[Saved entries]
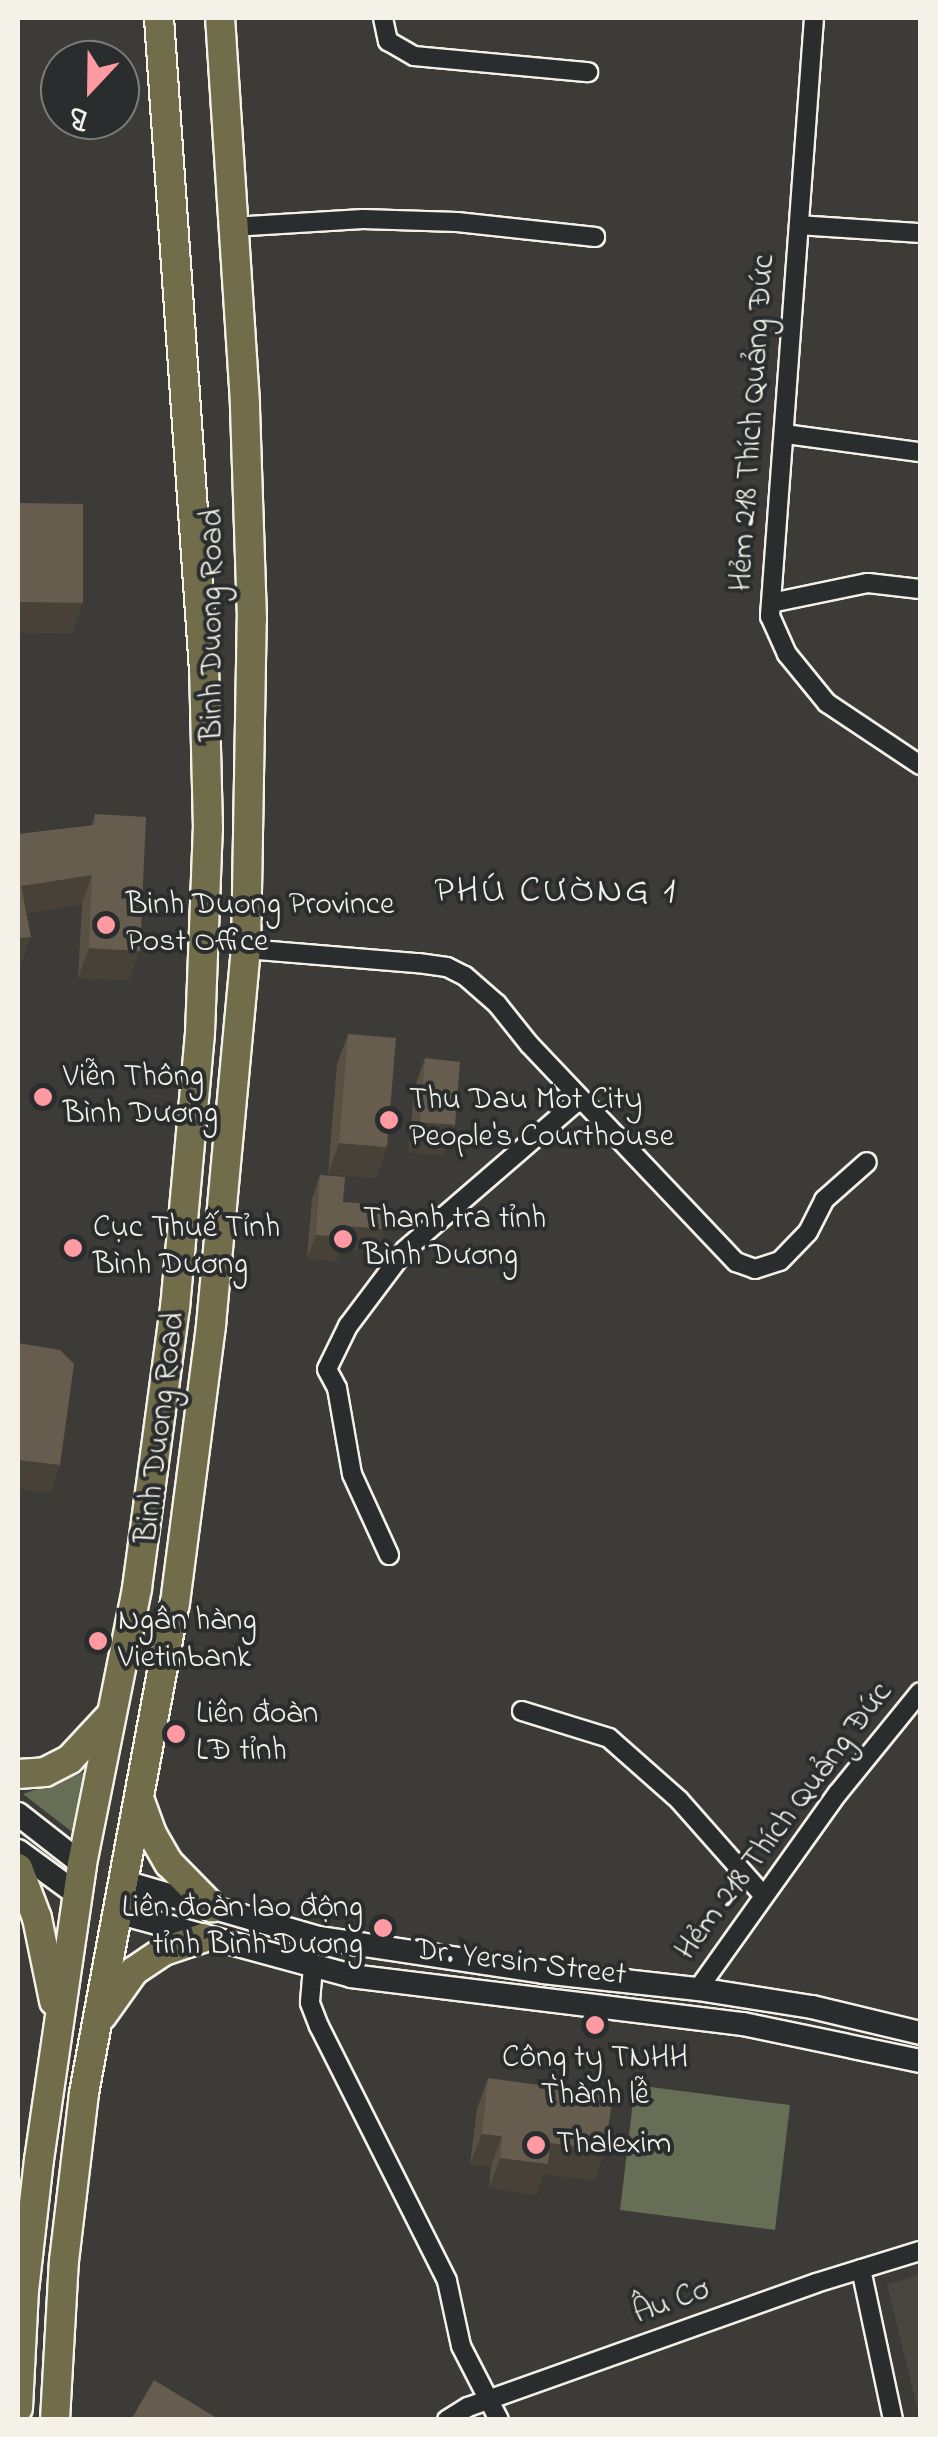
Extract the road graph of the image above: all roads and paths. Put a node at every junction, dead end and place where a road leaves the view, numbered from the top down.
1 (159, 18) edge
2 (220, 18) edge
3 (384, 18) edge
4 (814, 18) edge
5 (588, 72) dead end
6 (799, 225) junction
7 (232, 227) junction
8 (920, 233) edge
9 (595, 238) dead end
10 (786, 434) junction
11 (920, 452) edge
12 (920, 589) edge
13 (770, 603) junction
14 (920, 765) edge
15 (204, 946) junction
16 (246, 949) junction
17 (580, 1099) junction
18 (867, 1162) dead end
19 (389, 1556) dead end
20 (920, 1692) edge
21 (522, 1711) dead end
22 (112, 1712) junction
23 (18, 1774) edge
24 (138, 1793) junction
25 (18, 1814) edge
26 (18, 1852) edge
27 (82, 1864) junction
28 (18, 1868) edge
29 (122, 1881) junction
30 (77, 1894) junction
31 (764, 1896) junction
32 (212, 1907) junction
33 (116, 1912) junction
34 (204, 1938) junction
35 (312, 1967) junction
36 (543, 1972) junction
37 (698, 1989) junction
38 (541, 2000) junction
39 (688, 2018) junction
40 (892, 2026) junction
41 (58, 2027) junction
42 (920, 2033) edge
43 (93, 2036) junction
44 (884, 2052) junction
45 (920, 2061) edge
46 (920, 2251) edge
47 (861, 2269) junction
48 (491, 2399) junction
49 (18, 2408) edge
50 (55, 2420) edge
51 (447, 2420) edge
52 (498, 2420) edge
53 (893, 2420) edge

1 - 15 highway, Binh Duong Road
2 - 7 highway, Binh Duong Road
3 - 5 street
4 - 6 street, Hẻm 218 Thích Quảng Đức
6 - 8 street
6 - 10 street, Hẻm 218 Thích Quảng Đức
7 - 9 street
7 - 16 highway, Binh Duong Road
10 - 11 street
10 - 13 street, Hẻm 218 Thích Quảng Đức
12 - 13 street
13 - 14 street, Hẻm 218 Thích Quảng Đức
15 - 16 highway
15 - 22 highway, Binh Duong Road
16 - 17 street
16 - 24 highway, Binh Duong Road
17 - 18 street
17 - 19 street
20 - 31 street, Hẻm 218 Thích Quảng Đức
21 - 31 street
22 - 23 highway
22 - 27 highway, Binh Duong Road
24 - 29 highway, Binh Duong Road
24 - 32 highway
25 - 27 main road
26 - 30 main road
27 - 29 highway
27 - 30 highway, Binh Duong Road
28 - 41 highway
29 - 32 main road, Dr. Yersin Street
29 - 33 highway, Binh Duong Road
30 - 33 highway
30 - 41 highway, Binh Duong Road
31 - 37 street, Hẻm 218 Thích Quảng Đức
32 - 36 main road, Dr. Yersin Street
33 - 34 main road, Dr. Yersin Street
33 - 43 highway, Binh Duong Road
34 - 35 main road, Dr. Yersin Street
34 - 43 highway
35 - 38 main road, Dr. Yersin Street
35 - 48 street
36 - 37 main road, Dr. Yersin Street
36 - 38 main road
37 - 39 main road
37 - 40 main road, Dr. Yersin Street
38 - 39 main road, Dr. Yersin Street
39 - 44 main road, Dr. Yersin Street
40 - 42 main road, Dr. Yersin Street
40 - 44 main road
41 - 49 highway, Binh Duong Road
43 - 50 highway, Binh Duong Road
44 - 45 main road, Dr. Yersin Street
46 - 47 street, Âu Cơ
47 - 48 street, Âu Cơ
47 - 53 street
48 - 51 street, Âu Cơ
48 - 52 street

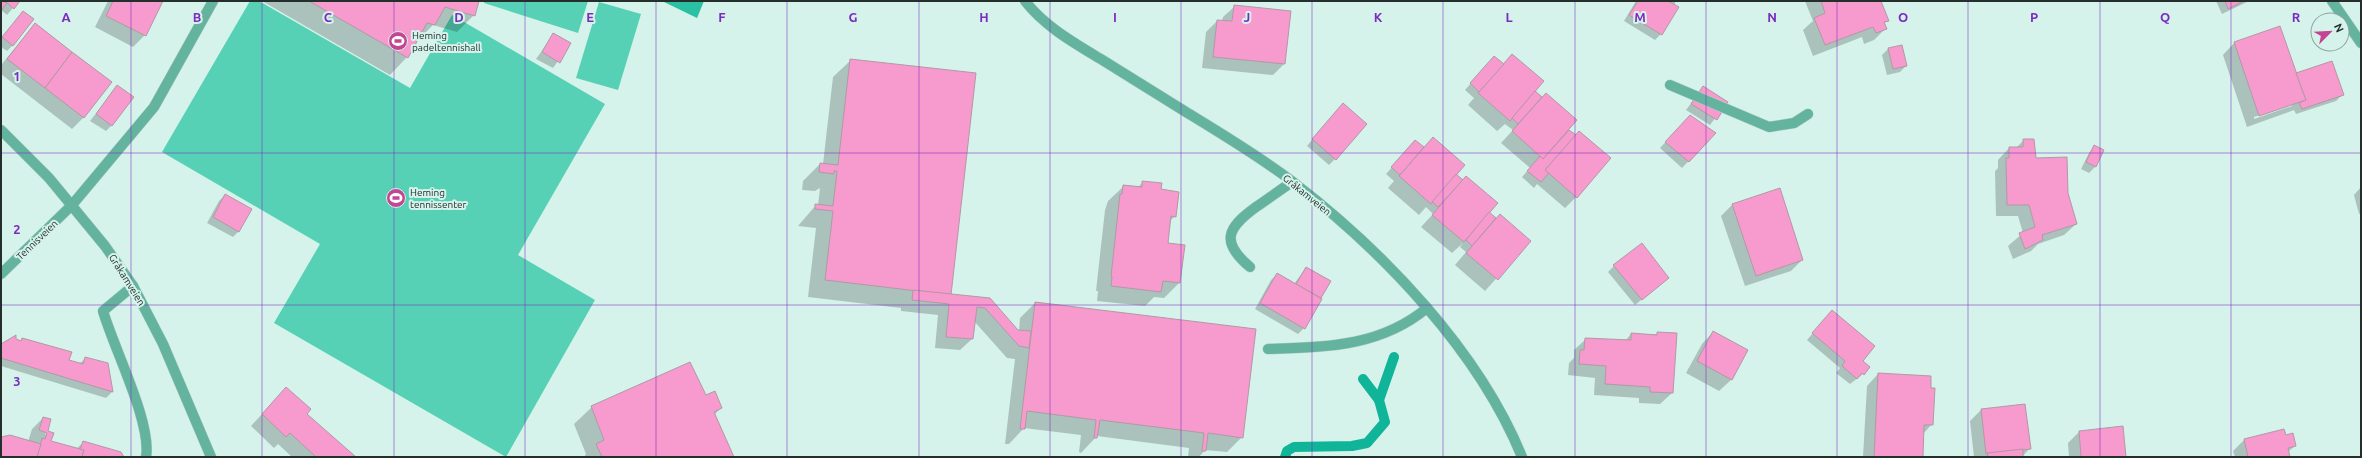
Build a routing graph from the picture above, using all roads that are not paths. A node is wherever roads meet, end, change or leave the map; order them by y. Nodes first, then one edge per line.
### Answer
1 (213, 1) edge
2 (1025, 1) edge
3 (2332, 1) edge
4 (2361, 43) edge
5 (1670, 85) dead end
6 (1808, 114) dead end
7 (1, 130) edge
8 (1292, 182) junction
9 (72, 205) junction
10 (1250, 267) dead end
11 (1, 274) edge
12 (133, 286) junction
13 (1427, 308) junction
14 (1268, 349) dead end
15 (146, 457) edge
16 (211, 457) edge
17 (1522, 457) edge

1 - 9 street, Tennisveien
2 - 8 street, Gråkamveien
3 - 4 street
5 - 6 street
7 - 9 street, Gråkamveien
8 - 10 street
8 - 13 street, Gråkamveien
9 - 11 street, Tennisveien
9 - 12 street, Gråkamveien
12 - 15 street
12 - 16 street, Gråkamveien
13 - 14 street
13 - 17 street, Gråkamveien

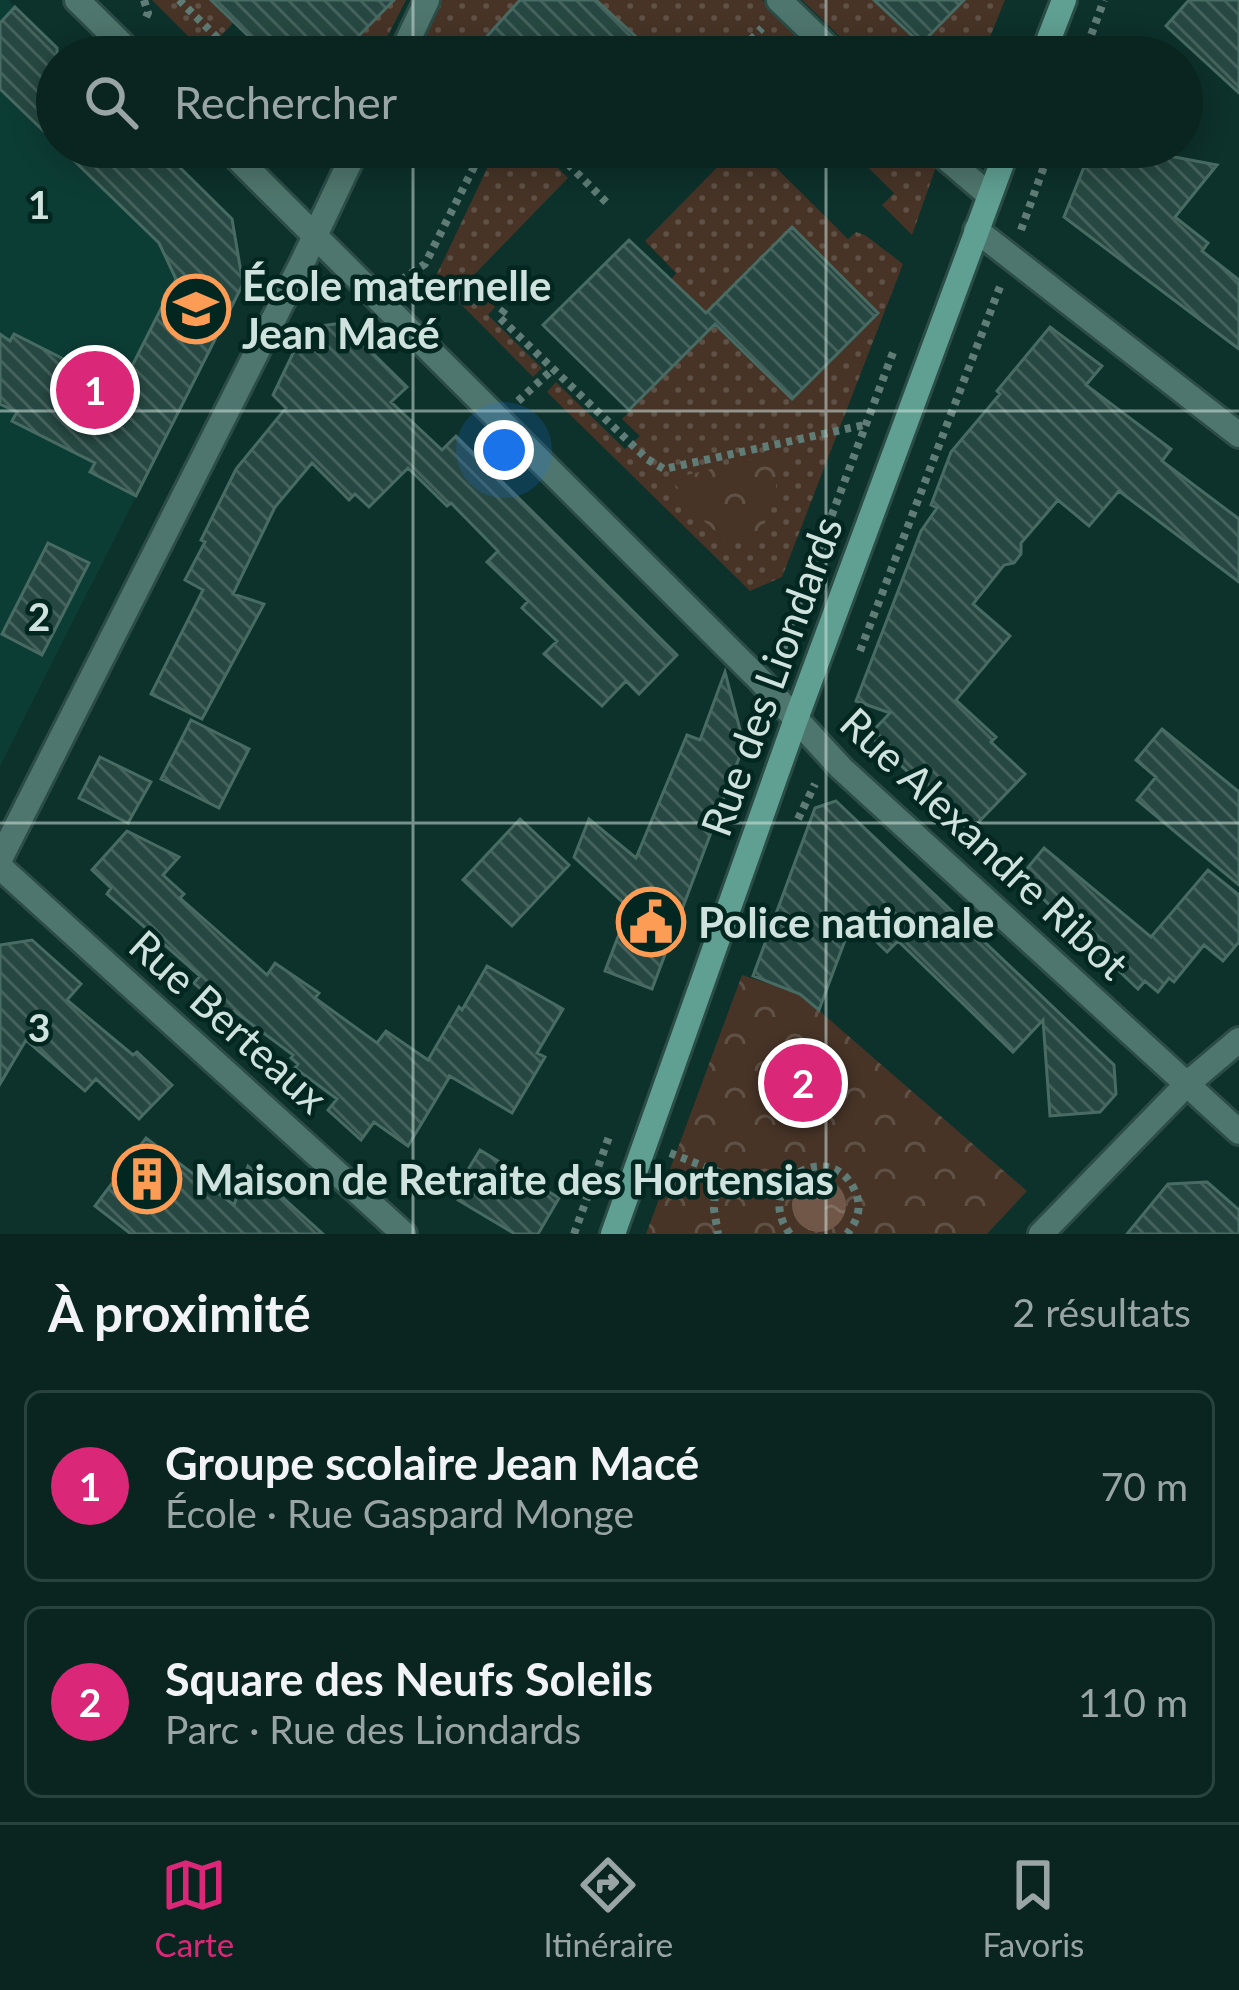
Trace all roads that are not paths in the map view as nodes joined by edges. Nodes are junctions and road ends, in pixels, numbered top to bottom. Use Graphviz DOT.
graph roads {
  1 [pos="77,0"];
  2 [pos="427,0"];
  3 [pos="779,0"];
  4 [pos="1064,0"];
  5 [pos="114,36"];
  6 [pos="410,36"];
  7 [pos="816,36"];
  8 [pos="1050,36"];
  9 [pos="247,168"];
  10 [pos="347,168"];
  11 [pos="958,168"];
  12 [pos="1000,168"];
  13 [pos="989,195"];
  14 [pos="976,230"];
  15 [pos="316,235"];
  16 [pos="1239,435"];
  17 [pos="796,719"];
  18 [pos="0,863"];
  19 [pos="1239,1040"];
  20 [pos="1187,1084"];
  21 [pos="1239,1132"];
  22 [pos="404,1234"];
  23 [pos="613,1234"];
  24 [pos="1041,1234"];
  1 -- 5 [label="street"];
  2 -- 6 [label="street"];
  3 -- 7 [label="street"];
  4 -- 8 [label="street"];
  9 -- 15 [label="street, Rue Alexandre Ribot"];
  10 -- 15 [label="street"];
  11 -- 13 [label="street"];
  12 -- 13 [label="street, Rue des Liondards"];
  13 -- 14 [label="street, Rue des Liondards"];
  14 -- 16 [label="street"];
  14 -- 17 [label="street, Rue des Liondards"];
  15 -- 17 [label="street, Rue Alexandre Ribot"];
  15 -- 18 [label="street"];
  17 -- 20 [label="street, Rue Alexandre Ribot"];
  17 -- 23 [label="street, Rue des Liondards"];
  18 -- 22 [label="street, Rue Berteaux"];
  19 -- 20 [label="street"];
  20 -- 21 [label="street, Rue Alexandre Ribot"];
  20 -- 24 [label="street"];
}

**ASSIGNED TASK:** Reproduce each line of the data containing the word "roads".

**RESPONSE BOX:**
Extract the road graph of the image above: all roads and paths. Put a node at every junction, dead end and place where a road leaves the view, numbered from the top down.
Build a routing graph from the picture above, using all roads that are not paths. A node is wherever roads meet, end, change or leave the map; order them by y. Nodes first, then one edge per line.
Trace all roads that are not paths in the map view as nodes joined by edges. Nodes are junctions and road ends, in pixels, numbered top to bottom. Use Graphviz DOT.
graph roads {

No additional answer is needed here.